Have you experienced any benefits from composting, especially ones that might have surprised you?
I don’t have a smelly trash bin anymore! The amount of waste we create has reduced massively. We have to pay to throw away our trash, so reducing our waste is great. I only take a bag of landfill trash every 3-4 weeks to our town dump now. At one point, I was going every week with a full bag.
We’ve switched to more (but not solely) plant-based meals, so all our waste is usually compostable, and there is way less packaging. The kids have learnt about the environment and why it’s important to send food waste back to the earth. I love seeing them learn and work out their own ways of doing things.
Anything else you’d like to share with readers about your composting practices, especially to help beginners gain confidence that they too can compost?
It’s so easy, but it’s so easy to put off getting started.
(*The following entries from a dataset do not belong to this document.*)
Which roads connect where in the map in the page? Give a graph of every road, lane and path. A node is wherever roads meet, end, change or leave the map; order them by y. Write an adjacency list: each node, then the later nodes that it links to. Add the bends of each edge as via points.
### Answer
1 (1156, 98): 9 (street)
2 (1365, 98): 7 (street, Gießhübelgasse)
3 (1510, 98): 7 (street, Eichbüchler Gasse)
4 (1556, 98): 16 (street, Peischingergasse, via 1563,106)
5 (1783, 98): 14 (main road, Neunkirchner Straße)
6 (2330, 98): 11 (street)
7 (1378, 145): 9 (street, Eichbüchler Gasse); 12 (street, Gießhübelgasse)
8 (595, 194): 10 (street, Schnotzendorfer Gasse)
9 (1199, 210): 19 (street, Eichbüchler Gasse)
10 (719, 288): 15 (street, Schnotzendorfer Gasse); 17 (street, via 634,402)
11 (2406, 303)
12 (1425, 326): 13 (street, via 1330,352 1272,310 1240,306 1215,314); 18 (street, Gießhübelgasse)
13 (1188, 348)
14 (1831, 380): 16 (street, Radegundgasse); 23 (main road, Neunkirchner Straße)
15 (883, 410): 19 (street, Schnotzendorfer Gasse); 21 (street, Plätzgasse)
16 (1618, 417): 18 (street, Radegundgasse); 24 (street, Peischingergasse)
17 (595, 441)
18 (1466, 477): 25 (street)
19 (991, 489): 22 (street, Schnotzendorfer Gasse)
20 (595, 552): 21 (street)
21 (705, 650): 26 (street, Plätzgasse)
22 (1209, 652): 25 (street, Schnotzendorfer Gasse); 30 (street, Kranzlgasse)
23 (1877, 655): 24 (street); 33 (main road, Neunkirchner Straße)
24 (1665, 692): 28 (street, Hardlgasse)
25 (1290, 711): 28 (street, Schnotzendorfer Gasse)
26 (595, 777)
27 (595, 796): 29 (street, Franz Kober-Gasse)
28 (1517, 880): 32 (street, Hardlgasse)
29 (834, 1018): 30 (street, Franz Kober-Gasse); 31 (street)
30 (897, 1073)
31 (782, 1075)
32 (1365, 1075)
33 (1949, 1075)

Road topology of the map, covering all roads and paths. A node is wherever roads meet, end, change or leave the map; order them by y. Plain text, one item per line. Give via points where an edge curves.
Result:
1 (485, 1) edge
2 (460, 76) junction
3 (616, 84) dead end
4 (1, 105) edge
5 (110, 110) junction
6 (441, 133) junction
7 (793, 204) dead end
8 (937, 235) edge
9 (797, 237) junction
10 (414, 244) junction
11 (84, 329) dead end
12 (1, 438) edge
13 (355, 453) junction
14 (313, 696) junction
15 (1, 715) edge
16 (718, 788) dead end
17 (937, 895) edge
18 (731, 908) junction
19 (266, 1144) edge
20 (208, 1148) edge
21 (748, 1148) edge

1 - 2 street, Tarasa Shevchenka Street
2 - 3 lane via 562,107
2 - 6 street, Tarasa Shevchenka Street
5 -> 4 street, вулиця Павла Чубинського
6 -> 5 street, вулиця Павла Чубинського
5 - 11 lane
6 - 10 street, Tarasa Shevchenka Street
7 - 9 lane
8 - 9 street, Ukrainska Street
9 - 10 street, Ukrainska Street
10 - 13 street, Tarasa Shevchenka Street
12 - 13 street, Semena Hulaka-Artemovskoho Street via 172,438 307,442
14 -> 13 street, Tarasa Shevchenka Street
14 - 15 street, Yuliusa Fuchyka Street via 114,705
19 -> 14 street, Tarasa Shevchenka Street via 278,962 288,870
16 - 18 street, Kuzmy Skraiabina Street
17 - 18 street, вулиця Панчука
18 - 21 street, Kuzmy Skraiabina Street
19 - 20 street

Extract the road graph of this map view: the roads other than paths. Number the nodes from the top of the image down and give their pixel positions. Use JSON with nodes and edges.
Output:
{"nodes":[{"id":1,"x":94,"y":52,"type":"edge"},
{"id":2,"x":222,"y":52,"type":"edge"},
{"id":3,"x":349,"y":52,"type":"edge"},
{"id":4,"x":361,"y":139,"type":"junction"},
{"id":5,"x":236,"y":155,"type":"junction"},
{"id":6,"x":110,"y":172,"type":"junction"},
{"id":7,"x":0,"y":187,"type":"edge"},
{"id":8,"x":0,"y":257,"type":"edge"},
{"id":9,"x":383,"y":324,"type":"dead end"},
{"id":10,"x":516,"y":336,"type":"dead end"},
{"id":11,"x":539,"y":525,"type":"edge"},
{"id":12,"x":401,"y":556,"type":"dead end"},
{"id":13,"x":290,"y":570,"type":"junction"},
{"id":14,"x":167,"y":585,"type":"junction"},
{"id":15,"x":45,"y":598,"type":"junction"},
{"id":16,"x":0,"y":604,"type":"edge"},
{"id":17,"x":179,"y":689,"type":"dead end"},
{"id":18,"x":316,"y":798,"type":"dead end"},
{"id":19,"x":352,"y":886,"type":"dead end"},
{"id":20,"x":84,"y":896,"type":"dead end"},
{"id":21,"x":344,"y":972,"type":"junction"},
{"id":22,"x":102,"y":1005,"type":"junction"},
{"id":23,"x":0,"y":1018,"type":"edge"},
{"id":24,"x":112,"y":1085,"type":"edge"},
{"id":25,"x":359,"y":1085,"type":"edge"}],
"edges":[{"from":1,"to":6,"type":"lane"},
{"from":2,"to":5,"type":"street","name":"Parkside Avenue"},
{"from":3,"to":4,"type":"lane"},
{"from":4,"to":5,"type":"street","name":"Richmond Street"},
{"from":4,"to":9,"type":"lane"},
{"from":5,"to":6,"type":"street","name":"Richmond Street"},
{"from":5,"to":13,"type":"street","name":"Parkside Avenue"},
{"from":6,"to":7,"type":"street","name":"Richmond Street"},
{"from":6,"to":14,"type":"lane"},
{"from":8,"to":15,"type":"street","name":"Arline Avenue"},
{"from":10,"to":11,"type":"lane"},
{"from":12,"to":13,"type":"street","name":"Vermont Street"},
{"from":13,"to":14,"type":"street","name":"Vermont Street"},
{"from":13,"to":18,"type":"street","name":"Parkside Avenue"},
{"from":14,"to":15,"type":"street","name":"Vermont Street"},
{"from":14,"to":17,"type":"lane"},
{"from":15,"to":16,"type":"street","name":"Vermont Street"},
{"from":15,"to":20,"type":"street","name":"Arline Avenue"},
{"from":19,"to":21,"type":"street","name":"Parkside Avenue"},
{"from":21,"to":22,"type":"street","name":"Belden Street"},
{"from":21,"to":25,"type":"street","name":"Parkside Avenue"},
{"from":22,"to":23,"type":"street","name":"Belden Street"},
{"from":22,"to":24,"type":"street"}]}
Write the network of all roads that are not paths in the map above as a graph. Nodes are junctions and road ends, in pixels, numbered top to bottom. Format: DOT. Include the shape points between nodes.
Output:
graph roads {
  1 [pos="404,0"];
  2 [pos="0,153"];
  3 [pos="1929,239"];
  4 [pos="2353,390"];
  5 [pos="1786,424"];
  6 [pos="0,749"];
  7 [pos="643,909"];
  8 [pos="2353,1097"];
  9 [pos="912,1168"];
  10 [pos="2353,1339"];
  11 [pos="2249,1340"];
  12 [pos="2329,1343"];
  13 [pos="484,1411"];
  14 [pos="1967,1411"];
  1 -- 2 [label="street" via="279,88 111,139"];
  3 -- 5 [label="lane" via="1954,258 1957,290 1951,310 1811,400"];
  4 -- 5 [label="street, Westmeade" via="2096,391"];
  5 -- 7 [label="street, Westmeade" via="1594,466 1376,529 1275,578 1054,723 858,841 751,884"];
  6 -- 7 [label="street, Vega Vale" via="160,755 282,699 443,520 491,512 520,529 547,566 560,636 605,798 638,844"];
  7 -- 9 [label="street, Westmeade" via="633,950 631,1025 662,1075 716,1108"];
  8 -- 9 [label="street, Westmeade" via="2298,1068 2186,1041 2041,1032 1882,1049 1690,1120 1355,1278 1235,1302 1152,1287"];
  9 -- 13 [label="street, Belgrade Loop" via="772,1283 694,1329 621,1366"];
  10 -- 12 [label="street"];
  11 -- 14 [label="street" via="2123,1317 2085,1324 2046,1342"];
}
Talk to a friend or neighbor who does it and have a look at theirs if you can. Then just do it! When you get started, you’ll wonder what took you so long. Good luck!
Where else can we find you and learn more about what you’re up to?
Thanks so much, Sarah for sharing your composting story and letting us see how your family composts in your everyday life!
(1) According to the Natural Resources Conservation Service of the United States Department of Agriculture.